### Assignment
Start at the top and transcribe every record through the final line exactly.

=== Section Start ===

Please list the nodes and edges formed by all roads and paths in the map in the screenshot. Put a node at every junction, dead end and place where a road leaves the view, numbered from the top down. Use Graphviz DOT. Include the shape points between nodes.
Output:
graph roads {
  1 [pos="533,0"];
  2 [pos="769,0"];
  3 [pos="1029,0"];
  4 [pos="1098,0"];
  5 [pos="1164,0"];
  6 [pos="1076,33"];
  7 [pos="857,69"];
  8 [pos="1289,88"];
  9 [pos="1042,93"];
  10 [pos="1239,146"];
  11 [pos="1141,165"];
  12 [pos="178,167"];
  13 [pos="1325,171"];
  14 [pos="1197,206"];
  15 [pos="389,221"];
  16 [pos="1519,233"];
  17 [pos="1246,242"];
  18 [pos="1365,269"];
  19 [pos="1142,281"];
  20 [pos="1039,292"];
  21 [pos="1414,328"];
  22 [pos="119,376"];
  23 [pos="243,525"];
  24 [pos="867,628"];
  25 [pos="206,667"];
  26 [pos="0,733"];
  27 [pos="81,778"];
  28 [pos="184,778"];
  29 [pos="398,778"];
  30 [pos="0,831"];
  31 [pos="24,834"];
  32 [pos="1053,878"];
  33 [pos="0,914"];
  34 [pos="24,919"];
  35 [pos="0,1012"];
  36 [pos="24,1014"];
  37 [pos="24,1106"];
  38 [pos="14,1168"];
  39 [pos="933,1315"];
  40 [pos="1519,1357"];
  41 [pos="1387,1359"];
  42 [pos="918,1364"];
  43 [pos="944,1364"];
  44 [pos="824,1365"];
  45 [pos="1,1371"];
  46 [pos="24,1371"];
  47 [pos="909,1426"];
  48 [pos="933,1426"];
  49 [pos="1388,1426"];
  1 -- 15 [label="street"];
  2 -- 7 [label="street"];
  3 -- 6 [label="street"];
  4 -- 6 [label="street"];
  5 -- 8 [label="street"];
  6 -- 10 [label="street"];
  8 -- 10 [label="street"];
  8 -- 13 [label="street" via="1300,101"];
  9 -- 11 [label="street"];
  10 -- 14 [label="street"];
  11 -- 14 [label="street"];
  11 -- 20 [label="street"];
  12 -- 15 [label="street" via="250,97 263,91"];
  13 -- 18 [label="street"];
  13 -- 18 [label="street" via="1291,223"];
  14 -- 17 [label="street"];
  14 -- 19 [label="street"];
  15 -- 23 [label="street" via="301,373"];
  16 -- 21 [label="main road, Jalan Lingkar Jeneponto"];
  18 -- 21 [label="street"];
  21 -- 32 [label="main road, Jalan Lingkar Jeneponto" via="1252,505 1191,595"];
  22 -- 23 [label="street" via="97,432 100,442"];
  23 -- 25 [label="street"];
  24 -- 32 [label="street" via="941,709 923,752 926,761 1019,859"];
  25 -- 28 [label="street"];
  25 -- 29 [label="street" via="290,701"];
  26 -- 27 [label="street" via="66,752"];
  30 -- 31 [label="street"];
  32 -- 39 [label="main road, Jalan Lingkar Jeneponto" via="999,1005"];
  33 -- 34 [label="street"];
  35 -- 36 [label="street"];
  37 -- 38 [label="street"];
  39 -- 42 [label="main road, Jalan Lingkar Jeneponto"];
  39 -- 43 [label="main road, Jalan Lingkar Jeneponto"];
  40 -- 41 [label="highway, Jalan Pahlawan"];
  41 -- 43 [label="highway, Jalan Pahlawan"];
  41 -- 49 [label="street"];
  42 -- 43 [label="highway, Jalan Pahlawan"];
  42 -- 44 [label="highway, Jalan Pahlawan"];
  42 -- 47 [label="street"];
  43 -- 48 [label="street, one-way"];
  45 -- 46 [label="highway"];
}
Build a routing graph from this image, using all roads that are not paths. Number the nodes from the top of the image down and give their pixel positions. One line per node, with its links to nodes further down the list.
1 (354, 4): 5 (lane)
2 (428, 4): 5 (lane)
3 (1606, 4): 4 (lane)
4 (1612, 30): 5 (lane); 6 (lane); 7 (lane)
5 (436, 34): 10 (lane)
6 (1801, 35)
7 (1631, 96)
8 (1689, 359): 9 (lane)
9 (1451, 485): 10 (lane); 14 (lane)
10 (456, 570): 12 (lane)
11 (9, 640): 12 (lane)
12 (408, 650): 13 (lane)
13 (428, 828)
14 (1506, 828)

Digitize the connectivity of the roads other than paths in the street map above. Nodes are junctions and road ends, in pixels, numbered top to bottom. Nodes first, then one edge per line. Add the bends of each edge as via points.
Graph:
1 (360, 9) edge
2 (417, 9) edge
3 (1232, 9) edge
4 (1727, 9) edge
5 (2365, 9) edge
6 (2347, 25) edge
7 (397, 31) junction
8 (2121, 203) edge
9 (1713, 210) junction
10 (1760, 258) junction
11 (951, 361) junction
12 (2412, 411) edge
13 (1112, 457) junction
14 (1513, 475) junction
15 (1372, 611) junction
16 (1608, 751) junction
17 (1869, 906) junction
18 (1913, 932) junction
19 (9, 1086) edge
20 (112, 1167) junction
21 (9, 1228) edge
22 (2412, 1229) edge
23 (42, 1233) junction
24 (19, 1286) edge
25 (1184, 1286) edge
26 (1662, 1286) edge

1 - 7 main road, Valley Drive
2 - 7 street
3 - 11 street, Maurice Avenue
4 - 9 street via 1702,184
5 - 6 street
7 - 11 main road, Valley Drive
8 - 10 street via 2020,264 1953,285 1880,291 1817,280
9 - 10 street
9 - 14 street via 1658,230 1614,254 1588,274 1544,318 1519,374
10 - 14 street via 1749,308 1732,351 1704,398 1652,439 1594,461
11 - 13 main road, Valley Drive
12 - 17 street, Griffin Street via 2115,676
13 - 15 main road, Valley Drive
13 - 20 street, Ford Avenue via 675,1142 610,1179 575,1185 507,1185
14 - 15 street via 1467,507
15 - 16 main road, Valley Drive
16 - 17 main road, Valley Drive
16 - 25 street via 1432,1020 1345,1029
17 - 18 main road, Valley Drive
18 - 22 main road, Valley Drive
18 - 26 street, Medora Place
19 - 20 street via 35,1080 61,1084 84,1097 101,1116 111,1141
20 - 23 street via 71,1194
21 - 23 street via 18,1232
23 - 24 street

=== Section End ===

### Answer to this exercise
Please list the nodes and edges formed by all roads and paths in the map in the screenshot. Put a node at every junction, dead end and place where a road leaves the view, numbered from the top down. Use Graphviz DOT. Include the shape points between nodes.
Output:
graph roads {
  1 [pos="533,0"];
  2 [pos="769,0"];
  3 [pos="1029,0"];
  4 [pos="1098,0"];
  5 [pos="1164,0"];
  6 [pos="1076,33"];
  7 [pos="857,69"];
  8 [pos="1289,88"];
  9 [pos="1042,93"];
  10 [pos="1239,146"];
  11 [pos="1141,165"];
  12 [pos="178,167"];
  13 [pos="1325,171"];
  14 [pos="1197,206"];
  15 [pos="389,221"];
  16 [pos="1519,233"];
  17 [pos="1246,242"];
  18 [pos="1365,269"];
  19 [pos="1142,281"];
  20 [pos="1039,292"];
  21 [pos="1414,328"];
  22 [pos="119,376"];
  23 [pos="243,525"];
  24 [pos="867,628"];
  25 [pos="206,667"];
  26 [pos="0,733"];
  27 [pos="81,778"];
  28 [pos="184,778"];
  29 [pos="398,778"];
  30 [pos="0,831"];
  31 [pos="24,834"];
  32 [pos="1053,878"];
  33 [pos="0,914"];
  34 [pos="24,919"];
  35 [pos="0,1012"];
  36 [pos="24,1014"];
  37 [pos="24,1106"];
  38 [pos="14,1168"];
  39 [pos="933,1315"];
  40 [pos="1519,1357"];
  41 [pos="1387,1359"];
  42 [pos="918,1364"];
  43 [pos="944,1364"];
  44 [pos="824,1365"];
  45 [pos="1,1371"];
  46 [pos="24,1371"];
  47 [pos="909,1426"];
  48 [pos="933,1426"];
  49 [pos="1388,1426"];
  1 -- 15 [label="street"];
  2 -- 7 [label="street"];
  3 -- 6 [label="street"];
  4 -- 6 [label="street"];
  5 -- 8 [label="street"];
  6 -- 10 [label="street"];
  8 -- 10 [label="street"];
  8 -- 13 [label="street" via="1300,101"];
  9 -- 11 [label="street"];
  10 -- 14 [label="street"];
  11 -- 14 [label="street"];
  11 -- 20 [label="street"];
  12 -- 15 [label="street" via="250,97 263,91"];
  13 -- 18 [label="street"];
  13 -- 18 [label="street" via="1291,223"];
  14 -- 17 [label="street"];
  14 -- 19 [label="street"];
  15 -- 23 [label="street" via="301,373"];
  16 -- 21 [label="main road, Jalan Lingkar Jeneponto"];
  18 -- 21 [label="street"];
  21 -- 32 [label="main road, Jalan Lingkar Jeneponto" via="1252,505 1191,595"];
  22 -- 23 [label="street" via="97,432 100,442"];
  23 -- 25 [label="street"];
  24 -- 32 [label="street" via="941,709 923,752 926,761 1019,859"];
  25 -- 28 [label="street"];
  25 -- 29 [label="street" via="290,701"];
  26 -- 27 [label="street" via="66,752"];
  30 -- 31 [label="street"];
  32 -- 39 [label="main road, Jalan Lingkar Jeneponto" via="999,1005"];
  33 -- 34 [label="street"];
  35 -- 36 [label="street"];
  37 -- 38 [label="street"];
  39 -- 42 [label="main road, Jalan Lingkar Jeneponto"];
  39 -- 43 [label="main road, Jalan Lingkar Jeneponto"];
  40 -- 41 [label="highway, Jalan Pahlawan"];
  41 -- 43 [label="highway, Jalan Pahlawan"];
  41 -- 49 [label="street"];
  42 -- 43 [label="highway, Jalan Pahlawan"];
  42 -- 44 [label="highway, Jalan Pahlawan"];
  42 -- 47 [label="street"];
  43 -- 48 [label="street, one-way"];
  45 -- 46 [label="highway"];
}
Build a routing graph from this image, using all roads that are not paths. Number the nodes from the top of the image down and give their pixel positions. One line per node, with its links to nodes further down the list.
1 (354, 4): 5 (lane)
2 (428, 4): 5 (lane)
3 (1606, 4): 4 (lane)
4 (1612, 30): 5 (lane); 6 (lane); 7 (lane)
5 (436, 34): 10 (lane)
6 (1801, 35)
7 (1631, 96)
8 (1689, 359): 9 (lane)
9 (1451, 485): 10 (lane); 14 (lane)
10 (456, 570): 12 (lane)
11 (9, 640): 12 (lane)
12 (408, 650): 13 (lane)
13 (428, 828)
14 (1506, 828)

Digitize the connectivity of the roads other than paths in the street map above. Nodes are junctions and road ends, in pixels, numbered top to bottom. Nodes first, then one edge per line. Add the bends of each edge as via points.
Graph:
1 (360, 9) edge
2 (417, 9) edge
3 (1232, 9) edge
4 (1727, 9) edge
5 (2365, 9) edge
6 (2347, 25) edge
7 (397, 31) junction
8 (2121, 203) edge
9 (1713, 210) junction
10 (1760, 258) junction
11 (951, 361) junction
12 (2412, 411) edge
13 (1112, 457) junction
14 (1513, 475) junction
15 (1372, 611) junction
16 (1608, 751) junction
17 (1869, 906) junction
18 (1913, 932) junction
19 (9, 1086) edge
20 (112, 1167) junction
21 (9, 1228) edge
22 (2412, 1229) edge
23 (42, 1233) junction
24 (19, 1286) edge
25 (1184, 1286) edge
26 (1662, 1286) edge

1 - 7 main road, Valley Drive
2 - 7 street
3 - 11 street, Maurice Avenue
4 - 9 street via 1702,184
5 - 6 street
7 - 11 main road, Valley Drive
8 - 10 street via 2020,264 1953,285 1880,291 1817,280
9 - 10 street
9 - 14 street via 1658,230 1614,254 1588,274 1544,318 1519,374
10 - 14 street via 1749,308 1732,351 1704,398 1652,439 1594,461
11 - 13 main road, Valley Drive
12 - 17 street, Griffin Street via 2115,676
13 - 15 main road, Valley Drive
13 - 20 street, Ford Avenue via 675,1142 610,1179 575,1185 507,1185
14 - 15 street via 1467,507
15 - 16 main road, Valley Drive
16 - 17 main road, Valley Drive
16 - 25 street via 1432,1020 1345,1029
17 - 18 main road, Valley Drive
18 - 22 main road, Valley Drive
18 - 26 street, Medora Place
19 - 20 street via 35,1080 61,1084 84,1097 101,1116 111,1141
20 - 23 street via 71,1194
21 - 23 street via 18,1232
23 - 24 street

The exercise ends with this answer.